Work item: Show every line below where "shadow" appears.

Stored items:
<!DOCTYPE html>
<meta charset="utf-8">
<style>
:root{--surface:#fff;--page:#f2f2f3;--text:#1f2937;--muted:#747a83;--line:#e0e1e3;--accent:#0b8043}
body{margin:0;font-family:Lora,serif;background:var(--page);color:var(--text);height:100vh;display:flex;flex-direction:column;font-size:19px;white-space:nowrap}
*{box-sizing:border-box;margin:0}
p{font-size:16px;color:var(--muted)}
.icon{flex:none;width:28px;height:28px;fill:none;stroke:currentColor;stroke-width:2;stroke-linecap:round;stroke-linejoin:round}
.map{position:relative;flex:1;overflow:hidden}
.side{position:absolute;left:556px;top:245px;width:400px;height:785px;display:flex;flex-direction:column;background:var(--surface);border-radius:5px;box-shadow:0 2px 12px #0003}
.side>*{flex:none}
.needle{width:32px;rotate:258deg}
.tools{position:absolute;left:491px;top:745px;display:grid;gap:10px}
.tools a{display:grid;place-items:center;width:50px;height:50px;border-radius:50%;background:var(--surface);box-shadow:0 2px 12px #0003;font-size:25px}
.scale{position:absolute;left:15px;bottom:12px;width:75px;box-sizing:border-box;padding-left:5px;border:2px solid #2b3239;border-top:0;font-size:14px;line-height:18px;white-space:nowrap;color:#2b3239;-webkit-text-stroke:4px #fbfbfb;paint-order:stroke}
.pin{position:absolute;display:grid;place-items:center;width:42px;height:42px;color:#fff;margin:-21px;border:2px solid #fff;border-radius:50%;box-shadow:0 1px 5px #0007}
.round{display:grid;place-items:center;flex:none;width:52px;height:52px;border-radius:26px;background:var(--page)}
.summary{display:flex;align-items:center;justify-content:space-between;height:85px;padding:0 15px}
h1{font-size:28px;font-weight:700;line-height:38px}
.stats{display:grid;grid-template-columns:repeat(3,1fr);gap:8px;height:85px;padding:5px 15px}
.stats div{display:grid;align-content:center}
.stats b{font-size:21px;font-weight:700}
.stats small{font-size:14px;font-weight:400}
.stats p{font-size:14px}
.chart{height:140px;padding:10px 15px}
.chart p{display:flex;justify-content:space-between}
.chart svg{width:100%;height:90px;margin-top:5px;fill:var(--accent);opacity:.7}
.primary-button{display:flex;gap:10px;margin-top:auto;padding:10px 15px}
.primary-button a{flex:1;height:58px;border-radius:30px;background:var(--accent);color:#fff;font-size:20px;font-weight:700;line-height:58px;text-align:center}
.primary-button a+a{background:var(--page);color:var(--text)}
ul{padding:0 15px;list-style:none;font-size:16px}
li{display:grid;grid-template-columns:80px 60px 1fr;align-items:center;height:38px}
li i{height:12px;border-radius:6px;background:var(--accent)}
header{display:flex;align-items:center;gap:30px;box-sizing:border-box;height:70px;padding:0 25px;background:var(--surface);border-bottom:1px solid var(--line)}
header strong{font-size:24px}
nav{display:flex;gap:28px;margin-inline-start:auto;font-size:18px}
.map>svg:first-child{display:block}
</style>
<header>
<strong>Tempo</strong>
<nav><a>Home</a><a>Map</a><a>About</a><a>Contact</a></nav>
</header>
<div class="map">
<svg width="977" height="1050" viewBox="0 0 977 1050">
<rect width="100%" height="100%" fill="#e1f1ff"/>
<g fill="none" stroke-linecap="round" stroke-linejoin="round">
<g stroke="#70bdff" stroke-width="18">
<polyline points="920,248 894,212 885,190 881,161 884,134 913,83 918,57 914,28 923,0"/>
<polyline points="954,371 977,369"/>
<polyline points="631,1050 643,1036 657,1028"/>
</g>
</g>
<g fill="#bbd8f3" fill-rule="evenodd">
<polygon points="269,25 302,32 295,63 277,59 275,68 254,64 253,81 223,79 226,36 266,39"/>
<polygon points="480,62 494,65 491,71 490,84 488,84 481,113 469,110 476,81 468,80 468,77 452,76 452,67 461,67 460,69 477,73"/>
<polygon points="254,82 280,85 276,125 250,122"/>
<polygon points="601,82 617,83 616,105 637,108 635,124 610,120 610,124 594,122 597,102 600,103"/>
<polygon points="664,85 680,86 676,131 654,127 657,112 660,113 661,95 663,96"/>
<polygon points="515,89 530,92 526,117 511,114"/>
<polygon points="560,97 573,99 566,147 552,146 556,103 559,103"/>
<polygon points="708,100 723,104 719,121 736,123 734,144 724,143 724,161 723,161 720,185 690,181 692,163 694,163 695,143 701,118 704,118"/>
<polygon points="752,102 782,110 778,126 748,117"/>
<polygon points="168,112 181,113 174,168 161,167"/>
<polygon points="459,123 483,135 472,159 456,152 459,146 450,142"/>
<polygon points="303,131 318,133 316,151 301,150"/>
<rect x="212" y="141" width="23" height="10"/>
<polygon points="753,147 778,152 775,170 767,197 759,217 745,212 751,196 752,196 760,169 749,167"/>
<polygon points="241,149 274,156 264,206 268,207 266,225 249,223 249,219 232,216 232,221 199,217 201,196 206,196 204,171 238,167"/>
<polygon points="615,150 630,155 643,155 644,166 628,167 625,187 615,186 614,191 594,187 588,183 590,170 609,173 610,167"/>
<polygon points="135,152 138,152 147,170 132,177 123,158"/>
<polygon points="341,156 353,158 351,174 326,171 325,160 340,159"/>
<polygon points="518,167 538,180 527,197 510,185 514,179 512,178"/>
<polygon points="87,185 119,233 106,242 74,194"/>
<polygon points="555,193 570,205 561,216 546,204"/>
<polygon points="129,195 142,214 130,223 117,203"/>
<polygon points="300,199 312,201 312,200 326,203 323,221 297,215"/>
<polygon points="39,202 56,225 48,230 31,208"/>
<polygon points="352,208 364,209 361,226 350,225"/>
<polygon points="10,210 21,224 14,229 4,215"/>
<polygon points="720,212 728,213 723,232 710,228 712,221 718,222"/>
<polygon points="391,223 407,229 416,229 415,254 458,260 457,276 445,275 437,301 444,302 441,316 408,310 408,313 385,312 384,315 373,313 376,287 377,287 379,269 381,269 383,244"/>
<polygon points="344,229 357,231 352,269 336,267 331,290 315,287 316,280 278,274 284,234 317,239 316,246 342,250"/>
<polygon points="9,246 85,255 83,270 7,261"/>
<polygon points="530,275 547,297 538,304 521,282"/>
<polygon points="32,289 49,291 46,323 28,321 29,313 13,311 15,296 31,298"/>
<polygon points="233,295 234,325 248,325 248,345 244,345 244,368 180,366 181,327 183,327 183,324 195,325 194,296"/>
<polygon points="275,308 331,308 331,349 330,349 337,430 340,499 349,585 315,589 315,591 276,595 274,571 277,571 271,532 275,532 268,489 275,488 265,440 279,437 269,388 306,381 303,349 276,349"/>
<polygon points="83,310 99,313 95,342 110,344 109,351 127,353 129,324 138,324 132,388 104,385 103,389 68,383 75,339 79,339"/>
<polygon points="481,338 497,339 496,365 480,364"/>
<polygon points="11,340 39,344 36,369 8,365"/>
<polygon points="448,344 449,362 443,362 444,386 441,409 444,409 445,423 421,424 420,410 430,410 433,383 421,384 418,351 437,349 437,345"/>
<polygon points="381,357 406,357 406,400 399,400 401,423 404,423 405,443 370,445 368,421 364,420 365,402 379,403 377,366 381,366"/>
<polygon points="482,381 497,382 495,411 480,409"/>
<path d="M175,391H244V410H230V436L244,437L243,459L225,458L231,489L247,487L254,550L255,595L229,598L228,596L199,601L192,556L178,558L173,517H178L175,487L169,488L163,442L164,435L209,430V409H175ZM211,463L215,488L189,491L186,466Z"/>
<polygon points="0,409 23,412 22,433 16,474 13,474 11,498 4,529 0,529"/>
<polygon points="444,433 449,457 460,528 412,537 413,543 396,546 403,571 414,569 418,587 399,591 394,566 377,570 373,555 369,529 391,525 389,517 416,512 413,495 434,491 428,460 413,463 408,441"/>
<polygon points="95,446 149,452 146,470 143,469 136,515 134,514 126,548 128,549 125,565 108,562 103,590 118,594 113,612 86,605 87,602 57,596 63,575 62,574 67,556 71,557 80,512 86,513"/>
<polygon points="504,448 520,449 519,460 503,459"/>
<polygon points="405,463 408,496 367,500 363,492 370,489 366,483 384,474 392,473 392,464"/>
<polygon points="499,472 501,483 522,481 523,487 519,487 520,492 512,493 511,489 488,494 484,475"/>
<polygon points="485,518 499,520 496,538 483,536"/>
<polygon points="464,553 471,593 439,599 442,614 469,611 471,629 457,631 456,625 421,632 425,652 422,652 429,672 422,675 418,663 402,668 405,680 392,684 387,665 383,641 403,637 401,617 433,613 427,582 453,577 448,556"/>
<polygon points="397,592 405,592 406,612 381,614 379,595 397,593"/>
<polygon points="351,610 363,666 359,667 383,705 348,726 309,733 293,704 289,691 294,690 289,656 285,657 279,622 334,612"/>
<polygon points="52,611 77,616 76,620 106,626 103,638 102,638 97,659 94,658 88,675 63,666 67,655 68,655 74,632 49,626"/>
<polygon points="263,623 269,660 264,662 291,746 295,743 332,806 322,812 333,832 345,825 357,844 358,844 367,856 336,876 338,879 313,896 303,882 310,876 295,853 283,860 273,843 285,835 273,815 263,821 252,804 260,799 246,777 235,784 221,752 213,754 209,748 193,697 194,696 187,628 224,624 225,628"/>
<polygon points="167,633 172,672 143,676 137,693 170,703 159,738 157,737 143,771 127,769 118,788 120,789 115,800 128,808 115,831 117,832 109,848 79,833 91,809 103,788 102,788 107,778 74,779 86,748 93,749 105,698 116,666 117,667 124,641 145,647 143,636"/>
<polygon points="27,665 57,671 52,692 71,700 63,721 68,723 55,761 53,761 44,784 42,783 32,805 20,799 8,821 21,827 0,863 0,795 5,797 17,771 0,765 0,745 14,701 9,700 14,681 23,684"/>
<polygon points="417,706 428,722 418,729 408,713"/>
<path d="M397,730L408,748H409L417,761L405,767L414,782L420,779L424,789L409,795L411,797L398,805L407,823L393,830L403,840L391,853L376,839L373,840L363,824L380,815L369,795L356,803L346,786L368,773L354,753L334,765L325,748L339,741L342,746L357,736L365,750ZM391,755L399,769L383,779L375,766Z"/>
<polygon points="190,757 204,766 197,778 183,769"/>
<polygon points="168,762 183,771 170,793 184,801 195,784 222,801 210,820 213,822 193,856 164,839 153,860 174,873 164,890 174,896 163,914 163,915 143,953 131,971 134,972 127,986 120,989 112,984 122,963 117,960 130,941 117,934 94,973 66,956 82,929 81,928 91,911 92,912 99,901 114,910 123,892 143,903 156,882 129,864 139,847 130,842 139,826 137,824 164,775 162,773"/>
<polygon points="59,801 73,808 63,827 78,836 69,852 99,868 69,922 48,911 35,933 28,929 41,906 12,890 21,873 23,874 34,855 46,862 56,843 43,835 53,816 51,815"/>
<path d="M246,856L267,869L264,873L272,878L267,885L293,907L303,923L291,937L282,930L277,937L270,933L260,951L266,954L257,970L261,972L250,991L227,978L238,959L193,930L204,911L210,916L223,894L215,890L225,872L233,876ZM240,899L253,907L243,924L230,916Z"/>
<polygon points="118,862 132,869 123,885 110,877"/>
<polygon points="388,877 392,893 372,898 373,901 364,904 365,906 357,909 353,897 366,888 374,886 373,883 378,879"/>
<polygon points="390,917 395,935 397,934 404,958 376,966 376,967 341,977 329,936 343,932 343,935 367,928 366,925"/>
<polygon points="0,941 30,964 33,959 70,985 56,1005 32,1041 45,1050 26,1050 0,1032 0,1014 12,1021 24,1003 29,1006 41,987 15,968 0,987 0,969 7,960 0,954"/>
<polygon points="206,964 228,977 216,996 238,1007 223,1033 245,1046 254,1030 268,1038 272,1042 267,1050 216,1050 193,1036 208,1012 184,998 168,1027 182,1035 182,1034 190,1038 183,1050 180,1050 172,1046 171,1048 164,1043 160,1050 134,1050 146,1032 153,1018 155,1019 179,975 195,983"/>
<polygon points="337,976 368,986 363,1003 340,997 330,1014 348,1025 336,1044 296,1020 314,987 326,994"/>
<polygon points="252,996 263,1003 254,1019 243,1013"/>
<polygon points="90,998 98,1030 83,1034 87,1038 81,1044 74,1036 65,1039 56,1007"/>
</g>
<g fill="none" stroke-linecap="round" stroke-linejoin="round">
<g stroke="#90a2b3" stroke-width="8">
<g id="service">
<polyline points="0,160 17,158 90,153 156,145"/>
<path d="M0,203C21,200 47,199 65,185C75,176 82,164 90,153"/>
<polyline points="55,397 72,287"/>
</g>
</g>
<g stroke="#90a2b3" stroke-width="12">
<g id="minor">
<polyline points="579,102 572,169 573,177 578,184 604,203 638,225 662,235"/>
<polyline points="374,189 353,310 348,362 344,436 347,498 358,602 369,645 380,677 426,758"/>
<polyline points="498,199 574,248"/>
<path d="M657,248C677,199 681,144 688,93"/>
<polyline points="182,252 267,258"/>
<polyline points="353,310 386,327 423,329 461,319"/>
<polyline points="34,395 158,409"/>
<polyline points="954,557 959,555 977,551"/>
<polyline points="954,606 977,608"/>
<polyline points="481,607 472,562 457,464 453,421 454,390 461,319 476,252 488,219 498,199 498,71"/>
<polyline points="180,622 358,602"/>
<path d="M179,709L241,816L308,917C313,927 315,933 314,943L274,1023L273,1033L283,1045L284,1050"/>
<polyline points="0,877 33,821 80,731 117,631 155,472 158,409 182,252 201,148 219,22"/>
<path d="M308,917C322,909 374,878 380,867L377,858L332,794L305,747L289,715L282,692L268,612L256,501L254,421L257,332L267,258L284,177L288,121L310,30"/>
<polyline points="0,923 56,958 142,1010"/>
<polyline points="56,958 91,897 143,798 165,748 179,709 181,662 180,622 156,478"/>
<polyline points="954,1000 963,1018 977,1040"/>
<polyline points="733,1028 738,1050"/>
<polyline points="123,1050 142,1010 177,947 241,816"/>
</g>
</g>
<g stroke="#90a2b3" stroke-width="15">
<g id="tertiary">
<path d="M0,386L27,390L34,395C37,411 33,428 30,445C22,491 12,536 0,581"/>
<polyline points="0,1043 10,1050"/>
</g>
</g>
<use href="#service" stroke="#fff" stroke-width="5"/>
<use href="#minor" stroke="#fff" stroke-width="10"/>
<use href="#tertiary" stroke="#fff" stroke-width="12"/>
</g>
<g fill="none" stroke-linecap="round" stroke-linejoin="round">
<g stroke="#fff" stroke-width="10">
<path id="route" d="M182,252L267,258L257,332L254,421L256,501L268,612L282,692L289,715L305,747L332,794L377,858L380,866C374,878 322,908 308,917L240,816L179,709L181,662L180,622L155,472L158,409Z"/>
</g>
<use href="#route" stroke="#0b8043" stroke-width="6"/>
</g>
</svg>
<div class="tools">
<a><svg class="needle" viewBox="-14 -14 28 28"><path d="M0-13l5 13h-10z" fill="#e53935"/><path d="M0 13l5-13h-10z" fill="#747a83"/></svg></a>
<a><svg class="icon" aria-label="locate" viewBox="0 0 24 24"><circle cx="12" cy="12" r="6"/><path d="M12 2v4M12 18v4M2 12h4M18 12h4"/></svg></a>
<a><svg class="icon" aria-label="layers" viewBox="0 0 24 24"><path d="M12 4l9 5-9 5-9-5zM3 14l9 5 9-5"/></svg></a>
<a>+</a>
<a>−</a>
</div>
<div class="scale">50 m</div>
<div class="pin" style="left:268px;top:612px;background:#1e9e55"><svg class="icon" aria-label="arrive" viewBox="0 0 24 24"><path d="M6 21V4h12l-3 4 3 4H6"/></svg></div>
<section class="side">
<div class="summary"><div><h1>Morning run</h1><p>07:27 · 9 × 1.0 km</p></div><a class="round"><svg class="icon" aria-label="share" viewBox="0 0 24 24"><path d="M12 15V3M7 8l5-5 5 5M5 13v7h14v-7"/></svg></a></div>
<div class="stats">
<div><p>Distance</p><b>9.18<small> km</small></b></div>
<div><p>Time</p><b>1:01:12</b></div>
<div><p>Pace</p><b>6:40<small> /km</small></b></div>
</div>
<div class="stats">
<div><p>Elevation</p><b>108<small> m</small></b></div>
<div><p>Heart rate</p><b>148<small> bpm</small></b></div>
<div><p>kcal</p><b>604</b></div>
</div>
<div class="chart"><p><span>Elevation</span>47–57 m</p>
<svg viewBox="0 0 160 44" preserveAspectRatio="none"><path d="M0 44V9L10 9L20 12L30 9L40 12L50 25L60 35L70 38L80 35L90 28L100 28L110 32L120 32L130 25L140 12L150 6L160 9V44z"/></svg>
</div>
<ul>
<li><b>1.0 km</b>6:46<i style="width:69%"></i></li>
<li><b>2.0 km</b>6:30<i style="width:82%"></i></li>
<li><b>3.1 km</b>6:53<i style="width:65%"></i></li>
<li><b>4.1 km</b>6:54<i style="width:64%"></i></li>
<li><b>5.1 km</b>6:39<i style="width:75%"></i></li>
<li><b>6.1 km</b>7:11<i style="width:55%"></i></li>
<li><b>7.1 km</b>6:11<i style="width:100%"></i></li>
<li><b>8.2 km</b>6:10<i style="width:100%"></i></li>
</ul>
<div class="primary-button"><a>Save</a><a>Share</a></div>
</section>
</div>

Your response:
.side{position:absolute;left:556px;top:245px;width:400px;height:785px;display:flex;flex-direction:column;background:var(--surface);border-radius:5px;box-shadow:0 2px 12px #0003}
.tools a{display:grid;place-items:center;width:50px;height:50px;border-radius:50%;background:var(--surface);box-shadow:0 2px 12px #0003;font-size:25px}
.pin{position:absolute;display:grid;place-items:center;width:42px;height:42px;color:#fff;margin:-21px;border:2px solid #fff;border-radius:50%;box-shadow:0 1px 5px #0007}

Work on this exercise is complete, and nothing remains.